|Archives of Venturi Scott Brown Associates Coming to Penn
November 14, 2006, Volume 53, No. 12
World-renowned architects and planners Robert Venturi and Denise Scott Brown have donated the archives of Venturi Scott Brown Associates (VSBA) to Penn’s Architectural Archives.
The VSBA archives consist of project records, including drawings, models, reports, manuscripts, correspondence and other related material. Also included are teaching records of Mr. Venturi and Ms. Scott Brown at Penn and other institutions.
In announcing the gift, President Amy Gutmann said, “We are absolutely thrilled to have the Venturi Scott Brown Associates’ archives at Penn. The University has had a long and productive association with both the firm and Denise and Bob. We are proud to have them as part of the Penn family, and we look forward to sharing the records of their world-renowned work with students, faculty and scholars for generations to come.”
Robert Venturi, founding principal of VSBA, and Denise Scott Brown are architects, planners, urban designers, theorists, writers and educators whose work and ideas have influenced architects and planners worldwide.
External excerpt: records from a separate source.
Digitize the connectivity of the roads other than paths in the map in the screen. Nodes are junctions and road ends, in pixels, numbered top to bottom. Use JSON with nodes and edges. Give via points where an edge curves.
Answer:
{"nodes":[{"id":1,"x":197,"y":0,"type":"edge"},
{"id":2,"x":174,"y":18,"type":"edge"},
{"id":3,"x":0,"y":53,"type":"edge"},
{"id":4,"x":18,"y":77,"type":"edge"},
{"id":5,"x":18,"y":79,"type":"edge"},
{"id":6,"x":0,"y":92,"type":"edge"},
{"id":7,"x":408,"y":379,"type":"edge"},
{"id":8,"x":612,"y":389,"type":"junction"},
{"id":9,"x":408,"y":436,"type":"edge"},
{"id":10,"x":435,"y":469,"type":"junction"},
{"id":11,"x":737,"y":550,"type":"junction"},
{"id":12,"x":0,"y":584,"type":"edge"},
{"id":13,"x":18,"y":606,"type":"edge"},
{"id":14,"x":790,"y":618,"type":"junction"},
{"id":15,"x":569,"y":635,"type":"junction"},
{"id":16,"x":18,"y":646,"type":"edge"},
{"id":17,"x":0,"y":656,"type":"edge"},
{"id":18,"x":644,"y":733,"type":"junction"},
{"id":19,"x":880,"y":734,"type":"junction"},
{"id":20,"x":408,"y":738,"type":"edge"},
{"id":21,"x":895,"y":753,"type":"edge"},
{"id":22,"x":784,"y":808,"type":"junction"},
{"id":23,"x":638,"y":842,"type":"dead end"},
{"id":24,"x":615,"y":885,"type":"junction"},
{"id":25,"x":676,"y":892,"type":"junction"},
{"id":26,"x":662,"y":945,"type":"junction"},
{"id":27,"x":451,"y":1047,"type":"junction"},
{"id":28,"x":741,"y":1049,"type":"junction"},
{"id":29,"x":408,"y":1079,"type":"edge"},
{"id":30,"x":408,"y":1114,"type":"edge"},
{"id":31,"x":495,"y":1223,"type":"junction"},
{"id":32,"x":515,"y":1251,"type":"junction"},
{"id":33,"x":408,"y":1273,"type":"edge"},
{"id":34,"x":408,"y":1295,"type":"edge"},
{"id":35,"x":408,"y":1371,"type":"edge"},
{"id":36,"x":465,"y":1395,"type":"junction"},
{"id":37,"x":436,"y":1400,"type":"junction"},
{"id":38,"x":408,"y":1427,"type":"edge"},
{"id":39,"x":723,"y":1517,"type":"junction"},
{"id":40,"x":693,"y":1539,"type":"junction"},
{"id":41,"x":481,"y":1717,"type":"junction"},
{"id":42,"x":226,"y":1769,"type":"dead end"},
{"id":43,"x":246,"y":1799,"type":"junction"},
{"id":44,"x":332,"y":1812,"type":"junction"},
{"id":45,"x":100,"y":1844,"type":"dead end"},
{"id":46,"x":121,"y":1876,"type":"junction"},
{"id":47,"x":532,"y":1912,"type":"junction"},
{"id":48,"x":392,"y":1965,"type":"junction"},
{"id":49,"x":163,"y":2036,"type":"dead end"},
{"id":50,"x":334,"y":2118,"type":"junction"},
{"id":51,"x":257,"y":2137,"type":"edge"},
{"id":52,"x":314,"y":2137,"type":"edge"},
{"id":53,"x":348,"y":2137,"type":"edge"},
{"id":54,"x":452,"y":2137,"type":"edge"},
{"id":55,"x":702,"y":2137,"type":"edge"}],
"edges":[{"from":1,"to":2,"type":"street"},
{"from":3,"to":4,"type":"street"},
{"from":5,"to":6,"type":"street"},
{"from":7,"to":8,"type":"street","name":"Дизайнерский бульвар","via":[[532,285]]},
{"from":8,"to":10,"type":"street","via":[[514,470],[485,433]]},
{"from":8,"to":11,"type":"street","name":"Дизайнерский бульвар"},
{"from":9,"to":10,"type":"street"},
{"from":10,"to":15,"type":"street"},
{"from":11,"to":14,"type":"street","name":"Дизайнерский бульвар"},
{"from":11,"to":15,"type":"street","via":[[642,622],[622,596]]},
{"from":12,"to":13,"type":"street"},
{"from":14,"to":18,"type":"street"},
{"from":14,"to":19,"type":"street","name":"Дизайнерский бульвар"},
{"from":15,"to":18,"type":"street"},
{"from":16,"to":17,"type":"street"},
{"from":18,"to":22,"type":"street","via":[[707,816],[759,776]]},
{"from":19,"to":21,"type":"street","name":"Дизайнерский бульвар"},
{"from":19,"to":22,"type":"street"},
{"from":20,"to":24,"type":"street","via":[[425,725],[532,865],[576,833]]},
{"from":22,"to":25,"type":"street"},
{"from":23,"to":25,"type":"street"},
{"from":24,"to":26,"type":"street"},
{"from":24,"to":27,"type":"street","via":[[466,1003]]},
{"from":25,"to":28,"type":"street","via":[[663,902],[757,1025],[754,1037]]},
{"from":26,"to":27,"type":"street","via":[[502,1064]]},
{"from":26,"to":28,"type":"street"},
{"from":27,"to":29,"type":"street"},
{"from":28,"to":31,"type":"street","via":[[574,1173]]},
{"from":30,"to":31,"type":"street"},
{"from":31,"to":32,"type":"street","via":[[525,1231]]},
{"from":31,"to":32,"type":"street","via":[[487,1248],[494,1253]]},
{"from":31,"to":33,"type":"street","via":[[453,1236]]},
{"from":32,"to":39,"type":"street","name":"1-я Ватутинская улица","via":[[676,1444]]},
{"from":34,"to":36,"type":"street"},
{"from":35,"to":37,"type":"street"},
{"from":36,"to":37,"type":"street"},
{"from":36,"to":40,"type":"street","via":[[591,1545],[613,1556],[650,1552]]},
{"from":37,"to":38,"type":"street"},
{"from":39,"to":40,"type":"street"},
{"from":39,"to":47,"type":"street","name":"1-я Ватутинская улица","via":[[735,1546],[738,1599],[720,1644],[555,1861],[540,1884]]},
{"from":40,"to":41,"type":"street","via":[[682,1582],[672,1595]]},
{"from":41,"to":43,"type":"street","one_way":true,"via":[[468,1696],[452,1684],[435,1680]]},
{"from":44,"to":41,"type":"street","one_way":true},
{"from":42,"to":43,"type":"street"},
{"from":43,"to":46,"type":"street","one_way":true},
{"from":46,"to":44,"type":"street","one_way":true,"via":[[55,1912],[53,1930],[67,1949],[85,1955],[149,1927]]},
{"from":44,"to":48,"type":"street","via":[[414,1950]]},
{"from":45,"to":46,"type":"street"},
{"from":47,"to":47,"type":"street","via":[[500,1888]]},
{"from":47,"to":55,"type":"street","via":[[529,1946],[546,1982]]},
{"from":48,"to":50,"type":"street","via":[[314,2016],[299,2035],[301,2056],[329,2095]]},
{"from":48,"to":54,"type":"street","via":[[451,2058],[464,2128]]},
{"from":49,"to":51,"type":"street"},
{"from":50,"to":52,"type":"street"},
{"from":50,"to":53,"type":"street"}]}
They derive their reputation from both their architecture and their theoretical and critical writings.
Mr. Venturi has received the Pritzker Architectural Prize and Ms. Scott Brown the Topaz Medallion and both the Presidential National Medal of the Arts. Their books, Complexity and Contradiction in Architecture by Mr. Venturi and Learning from Las Vegas by Mr. Venturi, Ms. Scott Brown and Steven Izenour, continue to be architectural best-sellers and have been translated and published in numerous languages.
Mr. Venturi is a Fellow of the American Institute of Architects and an International Fellow of the Royal Institute of British Architects. Ms. Scott Brown is a member and an International Fellow of the Royal Institute of British Architects.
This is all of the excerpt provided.